Roosevelt's Iconic Rough Rider Image, photographed in a photo studio in New York, NY with his Brook's Brothers tailor on hand to ensure the best fit for the photo.
     I didn't know much of America's sordid history with the Philippines, and I feel largely the same way after finishing the book.  What is clear is that the U.S. was not a good steward of the island nation, but Bradley is so simplistic in his understanding of the Spanish-American War – or at least his presentation of said understanding – that it is hard to take his conclusions are sound.  Accepting that, Bradley does an excellent job of tying in the atrocities inflicted on all non-Anglo (Teutonic) people in the name of civilization in the drive westward and how the acceptance of it allowed for similar tactics to be used as the U.S. expanded into the Pacific.  It also has some very pertinent parallels to where we, as a nation, find ourselves in the present day.
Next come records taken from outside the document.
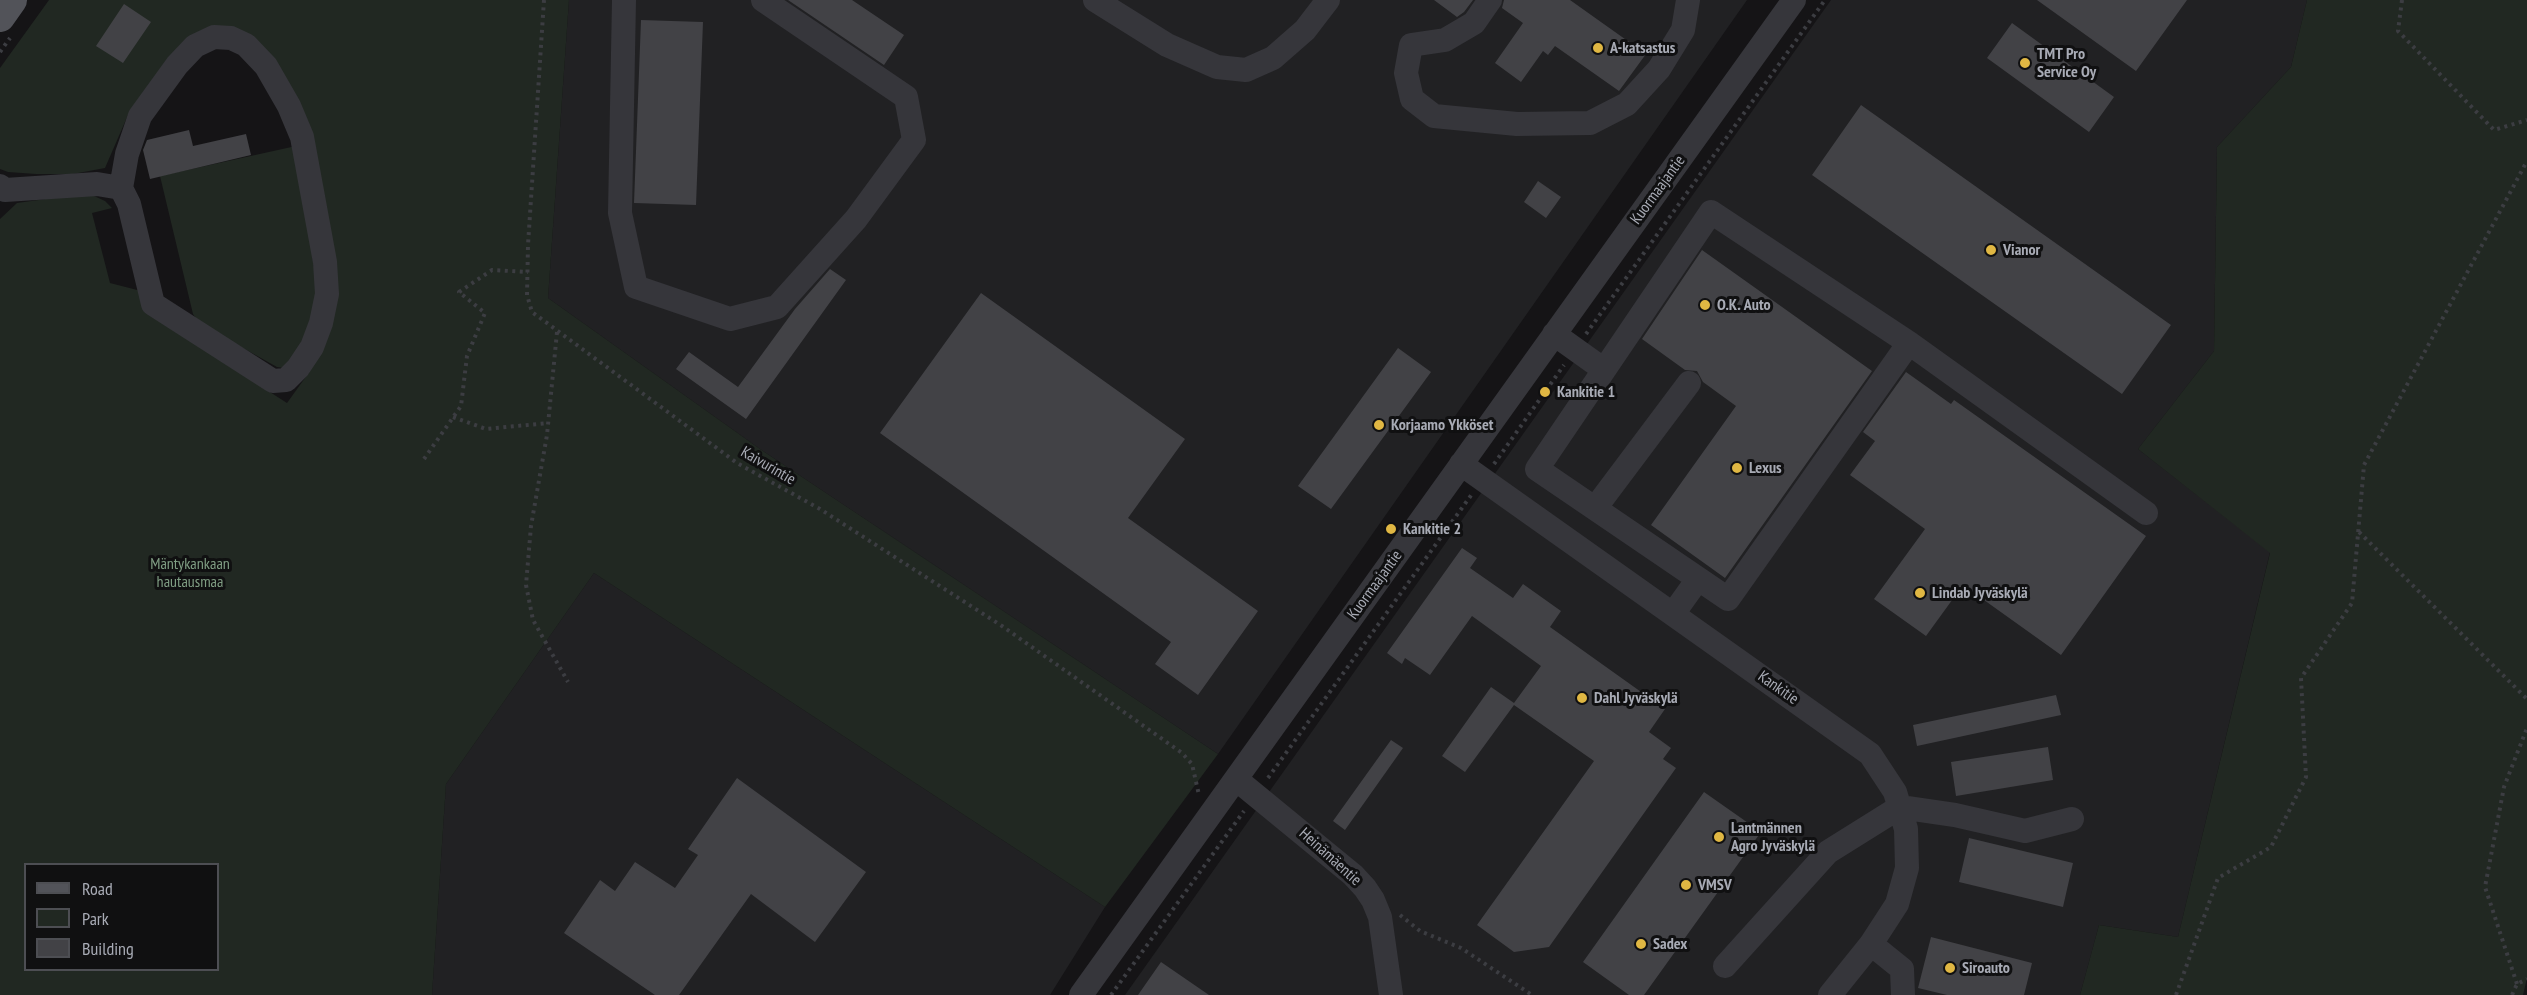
<!DOCTYPE html>
<html>
<head>
<meta charset="utf-8">
<style>
	body { margin:0 }
	#map { position:relative; width:2527px; height:995px; overflow:hidden; background:#151416; font-family:"PT Sans Narrow",sans-serif }
	canvas { display:block }
	.legend { position:absolute; left:24px; top:863px; width:195px; height:108px; box-sizing:border-box; background:#101011; border:2px solid #4d4e53; margin:0; padding:8px 10px; list-style:none; font-size:18px; color:#a8abb5 }
	.legend li { display:flex; align-items:center; gap:12px; height:30px }
	.legend b { width:30px; border:2px solid #4d4e53 }
</style>
</head>
<body>
<div id="map">
<canvas width="2527" height="995"></canvas>
<ul class="legend">
<li><b style="height:8px;background:#525359"></b>Road</li>
<li><b style="height:16px;background:#212822"></b>Park</li>
<li><b style="height:16px;background:#424246"></b>Building</li>
</ul>
</div>
<script>
const c = document.querySelector('canvas').getContext('2d');
c.lineJoin = 'round';
function fill(path, color) { c.fillStyle = color; c.fill(path, 'evenodd'); }
const poly = rows => new Path2D(rows.map(r => 'M' + r).join(''));
function trace(path, color, width, dash) { c.strokeStyle = color; c.lineWidth = width; c.lineCap = dash ? 'butt' : 'round'; c.setLineDash(dash || []); c.stroke(path); }
function drawText(font, color, halo, rows, align = 'center') {
  c.font = font + ' "PT Sans Narrow",sans-serif'; c.lineWidth = 6; c.setLineDash([]); c.textBaseline = 'middle'; c.strokeStyle = halo; c.fillStyle = color; for (const [text, x, y, turn = 0] of rows) {
    c.save(); c.translate(x, y); c.rotate((+turn || 0) * Math.PI / 180); c.textAlign = isNaN(turn) ? turn : align; if (halo) c.strokeText(text, 0, 0); c.fillText(text, 0, 0); c.restore();
  }
}
fill(poly([
	[569,0,1747,0,1218,754,760,449,548,298],
	[1831,0,2307,0,2291,67,2217,147,2214,351,2138,449,2270,552,2178,937,2099,925,2080,995,1125,995],
	[594,573,1105,907,1050,995,432,995,446,784]
]), '#212123');
fill(poly([
	[49,0,569,0,548,298,760,449,1218,754,1105,907,594,573,446,784,432,995,0,995,0,219,17,203,67,196,92,195,105,201,112,208,92,213,110,283,141,291,145,312,287,403,310,371,324,343,293,96,218,32,128,115,105,168,73,174,36,174,8,172,0,169,0,68],
	[26,864,218,864,218,970,26,970],
	[2307,0,2527,0,2527,978,2523,995,2080,995,2099,925,2178,937,2270,553,2138,449,2214,351,2217,147,2291,67],
	[296,146,318,294,306,339,284,368,277,367,200,324,193,314,160,176]
]), '#212822');
fill(poly([
	[788,0,852,0,904,35,884,65],
	[1434,0,1473,0,1464,12,1457,17],
	[1504,0,1570,0,1646,54,1619,91,1555,46,1548,55,1543,51,1521,82,1495,63,1523,23,1502,8],
	[2037,0,2187,0,2136,71],
	[124,4,151,22,123,63,96,46],
	[641,20,703,22,696,205,634,203],
	[2012,23,2114,97,2089,132,1987,58],
	[1861,105,2171,325,2122,394,1812,175],
	[189,130,193,146,246,134,251,155,150,179,143,150,147,140],
	[1538,181,1561,197,1546,218,1524,202],
	[1702,250,1872,371,1725,578,1651,525,1736,406,1703,382,1697,371,1685,370,1642,339],
	[830,269,846,280,746,419,676,369,689,352,738,387,795,309],
	[981,293,1185,439,1128,518,1258,611,1198,695,1155,664,1171,642,880,433],
	[1398,348,1431,372,1331,509,1298,486],
	[1906,372,1951,404,1954,400,2146,536,2061,655,1963,585,1926,636,1874,599,1925,529,1850,475,1875,441,1863,432],
	[1462,548,1477,558,1470,568,1513,598,1523,584,1561,611,1550,627,1665,709,1649,732,1671,748,1663,759,1676,768,1549,947,1514,952,1477,925,1594,761,1514,705,1465,772,1442,756,1491,687,1514,703,1541,666,1472,616,1430,675,1405,658,1402,664,1387,653],
	[2056,695,2061,715,1917,746,1913,725],
	[1391,740,1403,748,1345,830,1333,821],
	[2048,747,2053,780,1956,796,1951,762],
	[737,778,866,872,815,942,751,894,679,995,655,995,564,933,600,880,615,891,635,862,675,888,698,855,688,849],
	[1704,792,1761,832,1644,995,1629,995,1583,962],
	[1969,838,2073,863,2063,907,1959,882],
	[1931,937,2032,963,2024,995,1947,995,1918,988],
	[1161,962,1209,995,1138,995]
]), '#424246');
trace(poly([
	[544,0,528,245,527,295,532,312,737,463,820,509,1002,626,1182,753,1192,764,1199,795],
	[2402,0,2398,31,2494,130,2527,120],
	[0,52,10,38],
	[557,332,547,435,531,526,526,585,533,620,568,682],
	[1586,334,1825,0],
	[453,417,486,429,548,423],
	[424,459,461,406,467,356,485,313,459,292,492,270,528,272],
	[1494,464,1564,365],
	[2359,532,2527,699],
	[1268,778,1472,494],
	[1400,915,1420,931,1461,948,1532,995],
	[2517,984,2485,887,2504,787,2527,728],
	[1111,995,1244,811],
	[2176,995,2218,878,2271,847,2306,777,2301,678,2352,603,2364,465,2527,161],
	[2512,995,2517,984,2527,979]
]), '#3c3d42', 4, [3, 4.5]);
trace(poly([
	[624,0,620,213,636,287,730,319,777,307,856,219,914,140,906,97,763,0],
	[1095,0,1167,45,1217,67,1246,70,1273,58,1305,30,1328,0],
	[1490,0,1474,23,1445,40,1411,45,1406,73,1412,99,1434,116,1517,124,1590,123,1627,104,1659,69,1683,30,1688,0],
	[0,186,5,190,97,184,121,188,129,204,153,304,273,381,286,380,298,368,312,347,321,323,327,294,325,262,302,137,289,106,266,66,246,45,231,38,214,37,195,46,177,65,140,116,127,154,121,188],
	[1711,212,1909,343,1728,599,1537,469,1711,212],
	[1554,334,1603,369],
	[1909,343,2146,513],
	[1461,464,1870,754,1895,792,1906,829,1907,868,1897,904,1871,944,1830,995],
	[1596,507,1689,383],
	[1673,614,1698,579],
	[1236,779,1353,875,1365,888,1373,900,1380,917,1391,995],
	[1871,944,1902,969,1903,995],
	[1725,966,1828,852,1900,807,1955,815,2025,831,2072,819],
	[1081,995,1794,0]
]), '#36363b', 24);
trace(poly([
	[0,17,12,0]
]), '#525359', 30);
for (const [x, y, r, color] of [
	[1598,48,6,"#e0b743"],
	[2025,63,6,"#e0b743"],
	[1991,250,6,"#e0b743"],
	[1705,305,6,"#e0b743"],
	[1545,392,6,"#e0b743"],
	[1379,425,6,"#e0b743"],
	[1737,468,6,"#e0b743"],
	[1391,529,6,"#e0b743"],
	[1920,593,6,"#e0b743"],
	[1582,698,6,"#e0b743"],
	[1719,837,6,"#e0b743"],
	[1686,885,6,"#e0b743"],
	[1641,944,6,"#e0b743"],
	[1950,968,6,"#e0b743"]
]) { const dot = new Path2D(); dot.arc(x, y, r, 0, 2 * Math.PI); c.fillStyle = color; c.fill(dot); trace(dot, '#101011', 2); }
drawText('bold 16px', '#a8abb5', '#101011', [
	["A-katsastus",1610,48],
	["TMT Pro",2037,54],
	["Service Oy",2037,72],
	["Vianor",2003,250],
	["O.K. Auto",1717,305],
	["Kankitie 1",1557,392],
	["Korjaamo Ykköset",1391,425],
	["Lexus",1749,468],
	["Kankitie 2",1403,529],
	["Lindab Jyväskylä",1932,593],
	["Dahl Jyväskylä",1594,698],
	["Lantmännen",1731,828],
	["Agro Jyväskylä",1731,846],
	["VMSV",1698,885],
	["Sadex",1653,944],
	["Siroauto",1962,968]
], 'left');
drawText('16px', '#a8abb5', '#101011', [
	["Kuormaajantie",1658,190,-54],
	["Kaivurintie",768,466,30],
	["Kuormaajantie",1375,585,-54],
	["Kankitie",1778,688,35],
	["Heinämäentie",1330,857,42]
]);
drawText('16px', '#809e84', '#101011', [
	["Mäntykankaan",190,564],
	["hautausmaa",190,582]
]);
</script>
</body>
</html>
    Still, for all the good research Bradley did, and for detailing Teddy's desire to at all time present himself as manly, he is too simplistic in his premises and conclusions.  Bradley paints Japan as a nation of peace transformed into an empire aping U.S. western expansion at the time of Perry's arrival – a premise that is unsupported by the facts – and removes any culpability for their own atrocities (to Bradley, these too weight on Roosevelt).  Bradley is too eager to have someone to blame for his father having to fight in the Pacific and it shows.
     For what it is, an easy read and a biased account of American foreign policy in the Pacific, it is fine.  As an opus on the long standing history of racism – especially true institutionalized racism – it is better, until Bradley spends a chapter waxing poetic on the racial and cultural superiority of the Chinese (and how they succeeded where the white man would often fail).  I would recommend it as a "history", but I would caution the reader to approach it with a critical eye and with the full knowledge that Bradley is much more interested in building his narrative than he is in an objective (or as objective as one can be) examination of the facts and building a conclusion after said review.

1 comment:

  1. I think this is a good door opener for a lover of history to get a real idea of how America's foreign policy was started and how the same tactics are used even today. America and especially the Republican Party as we know it,have really made it clear that we have learned nothing.